╭─ DATA RECORDS

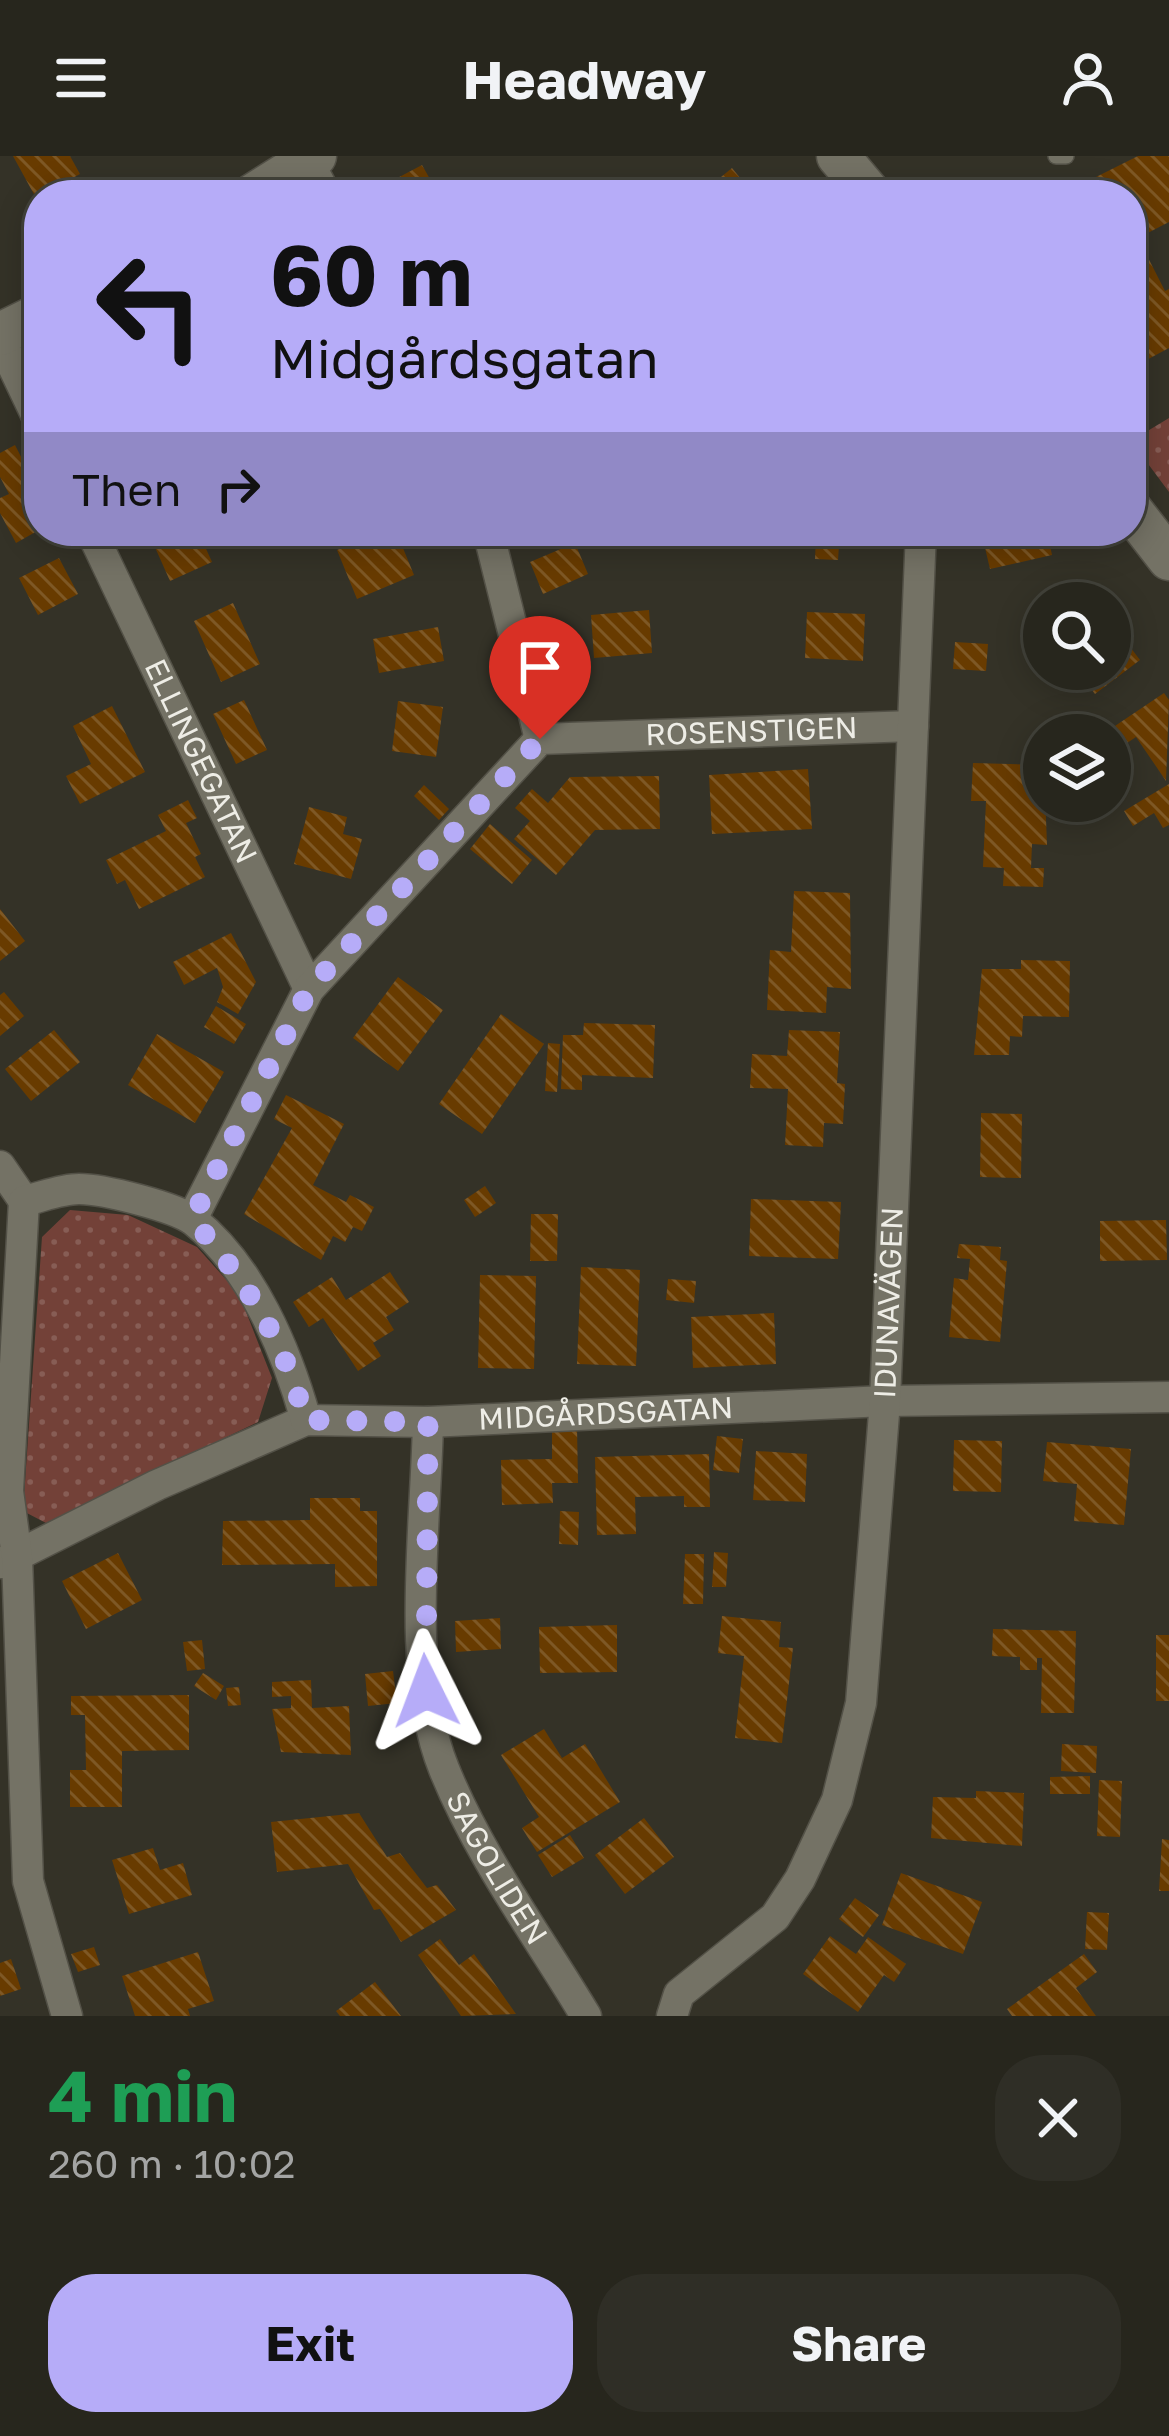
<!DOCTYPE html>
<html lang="en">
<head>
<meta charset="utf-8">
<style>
  body { margin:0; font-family:"Golos Text",sans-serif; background:#2f2e26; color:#f1f3f6; height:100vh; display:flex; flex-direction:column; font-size:45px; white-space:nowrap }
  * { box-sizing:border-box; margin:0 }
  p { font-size:39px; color:#a4a5a4 }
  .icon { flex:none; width:66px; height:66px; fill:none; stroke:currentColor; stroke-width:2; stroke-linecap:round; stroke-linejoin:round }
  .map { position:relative; height:1860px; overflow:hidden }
  .sheet { display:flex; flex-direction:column; background:#27261d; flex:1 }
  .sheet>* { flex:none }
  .guide { position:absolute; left:24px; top:24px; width:1122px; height:366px; border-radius:48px; box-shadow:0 6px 30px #0003,0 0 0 3px #43433b; background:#b6acf8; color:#111; overflow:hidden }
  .buttons { position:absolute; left:1023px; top:426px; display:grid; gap:24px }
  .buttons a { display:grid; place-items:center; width:108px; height:108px; border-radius:50%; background:#27261d; box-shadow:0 6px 30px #0003,0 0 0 3px #43433b; font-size:60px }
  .pin { position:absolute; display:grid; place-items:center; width:102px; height:102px; color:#fff; margin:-123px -51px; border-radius:50% 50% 50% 0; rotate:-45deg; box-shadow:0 0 12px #0007 }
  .pin .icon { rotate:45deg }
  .me { position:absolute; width:132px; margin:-66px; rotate:357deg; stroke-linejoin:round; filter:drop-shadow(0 0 9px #0008) }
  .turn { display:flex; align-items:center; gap:42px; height:252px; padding:0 48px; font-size:54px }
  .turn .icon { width:156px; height:156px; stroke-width:2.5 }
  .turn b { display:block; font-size:84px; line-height:102px }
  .then { display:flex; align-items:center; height:114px; padding:0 48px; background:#0003; gap:24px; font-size:45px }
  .round { display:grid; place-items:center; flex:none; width:126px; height:126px; border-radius:48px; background:#2f2e26 }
  .summary { display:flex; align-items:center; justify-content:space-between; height:204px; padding:0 48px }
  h1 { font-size:72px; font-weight:700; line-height:90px; color:#1e9e55 }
  .button { display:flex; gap:24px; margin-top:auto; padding:24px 48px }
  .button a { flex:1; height:138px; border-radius:48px; background:#b6acf8; color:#111; font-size:48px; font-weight:700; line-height:138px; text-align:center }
  .button a+a { background:#2f2e26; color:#f1f3f6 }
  header { display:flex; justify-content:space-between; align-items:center; height:156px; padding:0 48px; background:#27261d; font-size:54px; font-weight:700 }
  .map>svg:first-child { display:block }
</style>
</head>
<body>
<header><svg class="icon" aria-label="menu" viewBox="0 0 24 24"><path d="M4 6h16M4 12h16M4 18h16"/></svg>Headway<svg class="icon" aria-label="person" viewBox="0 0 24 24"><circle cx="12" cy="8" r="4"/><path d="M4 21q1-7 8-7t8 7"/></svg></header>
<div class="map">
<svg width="1169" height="1860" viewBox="0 0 1169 1860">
  <defs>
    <pattern id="park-dots" width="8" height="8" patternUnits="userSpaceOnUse" patternTransform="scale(3)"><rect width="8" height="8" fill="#734138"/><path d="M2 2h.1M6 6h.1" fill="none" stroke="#875d55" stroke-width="1.8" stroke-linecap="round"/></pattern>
    <pattern id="building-back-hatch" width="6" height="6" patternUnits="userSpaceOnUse" patternTransform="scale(3)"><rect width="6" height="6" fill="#683b00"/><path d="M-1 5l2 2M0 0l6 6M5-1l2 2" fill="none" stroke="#7e5825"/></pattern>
  </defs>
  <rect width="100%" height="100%" fill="#343227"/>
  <path fill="url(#park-dots)" d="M1169 262V336L1131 285Z
    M70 1054 128 1059 197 1091 239 1138 272 1222 258 1266 46 1367 23 1355 42 1081Z"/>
  <path fill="url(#building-back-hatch)" d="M13 0H70L80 18 36 42Z
    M1138 0H1169V66L1138 82 1165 135 1169 133V192L1139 208 1131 200V39H1060Z
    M422 9 439 39H392L386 28Z
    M732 12 754 39H699Z
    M15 289 39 336V374L16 387 0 357V342L9 338 0 321V297Z
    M135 375H198L212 406 170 425 154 389 143 393Z
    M382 375H396L414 419 357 443 337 394Z
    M776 375H840L838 404 815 403 816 381Z
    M981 375H1047L1052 399 990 413Z
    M575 387 588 418 543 438 530 406Z
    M59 402 78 438 38 459 19 422Z
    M233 447 260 508 221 526 194 465Z
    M649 454 652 497 594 502 591 459Z
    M807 456 865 458 863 505 805 502Z
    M1117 460 1131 478 1124 483 1140 504 1095 538 1084 524 1073 532 1058 513H1110V465Z
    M438 471 444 505 379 517 373 483Z
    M955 486 988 488 986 515 953 513Z
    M1164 537 1169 544 1166 625 1136 581 1121 591 1109 574Z
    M244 544 267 594 236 608 213 558Z
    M398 545 443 551 436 601 392 595Z
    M112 550 145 616 80 648 66 620 91 608 73 570Z
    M973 607 1044 609 1047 689 1032 688 1031 712H1044L1043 731 1003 730 1004 712 983 711 986 645H971Z
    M808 613 812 673 712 678 709 619Z
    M659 620 660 673 595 674 556 719 514 683 530 665 515 652 532 633 548 647 570 621Z
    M1169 628V669L1163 672 1154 657 1133 670 1124 655Z
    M424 629 449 653 439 664 414 640Z
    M188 644 197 662 186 667 201 698 195 701 205 721 139 753 125 724 117 728 106 704 166 675 158 659Z
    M309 651 347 661 343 678 362 683 351 723 294 708Z
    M490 668 532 704 512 728 470 693Z
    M794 735 850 737 851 833 827 831 826 857 767 854 770 794 791 796Z
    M0 753 25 785 0 805Z
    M231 777 256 826 238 858 217 846 223 831 217 812 184 829 173 806Z
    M1021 804 1070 805 1069 861 1023 860 1022 881 1010 880 1009 899H974L982 813H1021Z
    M398 821 443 854 398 915 353 882Z
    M4 836 24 860 0 880V839Z
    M216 850 246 868 234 888 204 871Z
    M501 858 544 888 482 978 439 948Z
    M584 867 655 869 653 922 582 919V934L561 933 563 879H583Z
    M54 874 80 906 31 945 5 913Z
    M789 874 840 876 837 927 845 928 843 968 824 967 823 991 785 989 788 933 750 932 752 898 787 900Z
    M157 878 224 916 195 967 128 929Z
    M548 887 560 888 557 936 545 935Z
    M286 939 344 968 313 1029 346 1046 350 1039 374 1051 362 1075 353 1071 345 1086 333 1080 321 1104 244 1058 292 972 274 963Z
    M981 957 1022 958 1021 1022 980 1021Z
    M485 1030 496 1047 475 1061 464 1044Z
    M751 1043 841 1046 838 1103 749 1100Z
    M531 1058H558L557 1105H530Z
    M1166 1064 1167 1104 1100 1105V1065Z
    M959 1088 1001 1091 1000 1104 1007 1105 1000 1186 949 1181 954 1122 968 1124 970 1103 957 1102Z
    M581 1111 640 1114 636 1210 577 1208Z
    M390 1116 409 1146 386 1161 394 1174 373 1187 381 1200 358 1215 323 1162 309 1171 293 1146 332 1121 346 1144Z
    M480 1119 536 1120 534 1213 478 1212Z
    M668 1123 696 1125 694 1147 666 1144Z
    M774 1157 776 1208 693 1212 691 1161Z
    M577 1271 578 1327H552L553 1347 502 1349 501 1304 552 1303V1272Z
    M717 1280 743 1283 739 1317 713 1314Z
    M954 1284 1002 1285 1001 1336 953 1335Z
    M1047 1286 1131 1293 1124 1369 1074 1365 1077 1328 1043 1325Z
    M756 1295 807 1298 805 1346 753 1344Z
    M709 1298 710 1351H684V1340L635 1341 636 1378 597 1379 595 1301Z
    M310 1342H360V1355H377V1430L335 1431V1408L222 1409 223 1365 310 1364Z
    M560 1355 579 1356 578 1389 559 1388Z
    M714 1396 728 1397 726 1431H712Z
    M118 1397 142 1444 86 1473 62 1425Z
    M685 1398H704L703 1448H683Z
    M722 1460 781 1466 779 1491 793 1492 782 1587 735 1582 744 1500 718 1497Z
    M500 1462 501 1493 456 1496 455 1465Z
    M617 1469V1516L540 1517 539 1471Z
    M993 1473 1076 1475 1074 1557H1041L1042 1502H1037V1514H1020V1501L992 1500Z
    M1156 1479H1169V1545H1156Z
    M202 1484 205 1513 187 1515 183 1486Z
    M393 1515 397 1547 368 1550 365 1518Z
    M203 1517 224 1530 216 1544 194 1530Z
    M311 1524 312 1552 349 1550 351 1599 281 1596 272 1553 291 1552V1540L272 1541V1526Z
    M239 1531 241 1549 228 1550 226 1532Z
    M189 1539V1594L122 1595V1651H70V1614H86L85 1559H71V1540Z
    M544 1573 562 1602 585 1588 620 1646 537 1696 522 1672 539 1661 501 1599Z
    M1062 1588 1097 1590 1096 1617 1061 1615Z
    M1090 1620V1638H1050V1621Z
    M1099 1624 1122 1625 1120 1681 1097 1680Z
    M976 1635 1024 1637 1022 1690 931 1682 933 1641 976 1642Z
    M359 1657 387 1701 400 1697 427 1732 437 1729 456 1754 401 1786 380 1753 374 1754 348 1708 277 1716 271 1666Z
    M644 1662 674 1701 625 1738 595 1699Z
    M570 1679 584 1702 552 1721 538 1699Z
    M1162 1683 1169 1684V1735H1159Z
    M153 1692 160 1714 183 1707 192 1739 129 1758 112 1704Z
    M901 1717 982 1746 963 1798 882 1769Z
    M855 1742 879 1759 863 1781 839 1763Z
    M1087 1756 1109 1757 1107 1794 1085 1793Z
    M830 1780 856 1798 868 1781 906 1808 894 1826 884 1819 858 1856 803 1818Z
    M440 1783 459 1809 474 1798 516 1858 461 1860 418 1799Z
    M94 1791 100 1809 78 1816 71 1798Z
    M198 1796 214 1845 188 1853 190 1860H135L122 1820Z
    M1084 1798 1097 1816 1076 1832 1096 1860H1012L1007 1853Z
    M11 1803 21 1833 0 1840V1807Z
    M375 1826 401 1860H340L336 1855Z"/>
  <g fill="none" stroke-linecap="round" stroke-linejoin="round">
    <defs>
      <path id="lane" d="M1056 0H1066"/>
      <g id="street">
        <path d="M308 5 326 39"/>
        <path d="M0 183 39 265"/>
        <path id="s1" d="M91 375 309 833"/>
        <path d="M488 375 540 583"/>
        <path d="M0 1010 24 1045"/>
        <path id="s2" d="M192 1063 309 833 540 583 913 570"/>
        <path id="s3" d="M428 1266C426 1370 405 1517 444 1613 479 1700 538 1780 586 1860"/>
        <path id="s4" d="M2 1407 157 1329 306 1264 428 1266 885 1245 1169 1241"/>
        <path d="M67 1860 28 1725 17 1401 8 1335 24 1045C42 1041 61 1033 79 1033 103 1033 176 1051 194 1065 252 1111 287 1196 306 1264"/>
        <path id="s5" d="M672 1860 679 1838 775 1761 800 1723 837 1644 861 1547 885 1245 921 375"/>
      </g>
      <path id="secondary" d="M838 0 871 39
        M253 39 315 0
        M0 178 39 159
        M1131 354 1169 403"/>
    </defs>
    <use href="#lane" stroke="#535147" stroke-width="18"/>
    <use href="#street" stroke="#535147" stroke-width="33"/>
    <use href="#secondary" stroke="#535147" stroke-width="45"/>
    <use href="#lane" stroke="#747265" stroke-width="15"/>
    <use href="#street" stroke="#747265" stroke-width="30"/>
    <use href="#secondary" stroke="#747265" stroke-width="42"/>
  </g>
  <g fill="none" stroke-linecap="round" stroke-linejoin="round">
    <path stroke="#b6acf8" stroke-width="21" stroke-dasharray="0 37.8" d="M426 1535 428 1266 305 1264C285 1185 245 1124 192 1063L309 833 540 583"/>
  </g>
  <g text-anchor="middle" stroke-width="12" stroke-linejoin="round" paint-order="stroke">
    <g font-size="30" fill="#eeede6" stroke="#343227">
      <text dy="10" stroke="none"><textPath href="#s2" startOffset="810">ROSENSTIGEN</textPath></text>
      <text dy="10" stroke="none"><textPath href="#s1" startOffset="255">ELLINGEGATAN</textPath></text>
      <text dy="10" stroke="none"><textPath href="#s5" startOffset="780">IDUNAVÄGEN</textPath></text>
      <text dy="10" stroke="none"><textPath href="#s4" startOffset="636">MIDGÅRDSGATAN</textPath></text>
      <text dy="10" stroke="none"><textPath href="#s3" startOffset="462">SAGOLIDEN</textPath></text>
    </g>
  </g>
</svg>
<div class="buttons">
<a><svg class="icon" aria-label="search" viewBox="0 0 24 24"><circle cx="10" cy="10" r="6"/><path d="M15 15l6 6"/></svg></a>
<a><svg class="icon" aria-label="layers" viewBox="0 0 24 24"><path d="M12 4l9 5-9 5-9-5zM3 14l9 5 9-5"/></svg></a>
</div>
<div class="pin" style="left:540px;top:583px;background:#d93025"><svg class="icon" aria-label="arrive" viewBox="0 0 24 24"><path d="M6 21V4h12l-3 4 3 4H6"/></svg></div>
<svg class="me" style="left:426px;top:1535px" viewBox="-20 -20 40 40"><path d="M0-17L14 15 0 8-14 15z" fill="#b6acf8" stroke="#fff" stroke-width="4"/></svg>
<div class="guide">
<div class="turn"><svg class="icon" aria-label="left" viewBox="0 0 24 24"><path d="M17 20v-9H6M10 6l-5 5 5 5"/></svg><div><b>60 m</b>Midgårdsgatan</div></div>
<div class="then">Then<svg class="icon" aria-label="right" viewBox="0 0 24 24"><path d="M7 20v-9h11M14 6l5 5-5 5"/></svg></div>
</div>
</div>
<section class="sheet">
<div class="summary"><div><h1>4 min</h1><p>260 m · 10:02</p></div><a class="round"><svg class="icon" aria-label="close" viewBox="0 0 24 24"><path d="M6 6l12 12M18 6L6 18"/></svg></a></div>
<div class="button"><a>Exit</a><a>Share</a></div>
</section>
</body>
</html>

╰─

ABOUT THIS EXERCISE:
Restate precisely, and with nothing added, the lines from the one with "20v-9H6M10 6l-5 5" through the final line of the material.

RESPONSE AREA:
<div class="turn"><svg class="icon" aria-label="left" viewBox="0 0 24 24"><path d="M17 20v-9H6M10 6l-5 5 5 5"/></svg><div><b>60 m</b>Midgårdsgatan</div></div>
<div class="then">Then<svg class="icon" aria-label="right" viewBox="0 0 24 24"><path d="M7 20v-9h11M14 6l5 5-5 5"/></svg></div>
</div>
</div>
<section class="sheet">
<div class="summary"><div><h1>4 min</h1><p>260 m · 10:02</p></div><a class="round"><svg class="icon" aria-label="close" viewBox="0 0 24 24"><path d="M6 6l12 12M18 6L6 18"/></svg></a></div>
<div class="button"><a>Exit</a><a>Share</a></div>
</section>
</body>
</html>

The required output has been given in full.